**Data below**
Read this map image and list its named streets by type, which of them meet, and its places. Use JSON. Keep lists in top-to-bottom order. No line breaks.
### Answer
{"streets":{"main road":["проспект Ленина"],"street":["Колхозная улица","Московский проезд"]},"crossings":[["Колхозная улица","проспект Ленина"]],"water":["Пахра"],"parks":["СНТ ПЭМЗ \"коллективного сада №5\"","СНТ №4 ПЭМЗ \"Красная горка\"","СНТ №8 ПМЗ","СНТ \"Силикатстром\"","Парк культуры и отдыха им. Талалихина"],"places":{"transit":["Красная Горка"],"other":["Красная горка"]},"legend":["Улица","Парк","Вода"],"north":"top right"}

**Aim of the exercise**
All of the data needs to be repeated exactly.

**Reply to the exercise**
Read this map image and list its named streets by type, which of them meet, and its places. Use JSON. Keep lists in top-to-bottom order. No line breaks.
### Answer
{"streets":{"main road":["проспект Ленина"],"street":["Колхозная улица","Московский проезд"]},"crossings":[["Колхозная улица","проспект Ленина"]],"water":["Пахра"],"parks":["СНТ ПЭМЗ \"коллективного сада №5\"","СНТ №4 ПЭМЗ \"Красная горка\"","СНТ №8 ПМЗ","СНТ \"Силикатстром\"","Парк культуры и отдыха им. Талалихина"],"places":{"transit":["Красная Горка"],"other":["Красная горка"]},"legend":["Улица","Парк","Вода"],"north":"top right"}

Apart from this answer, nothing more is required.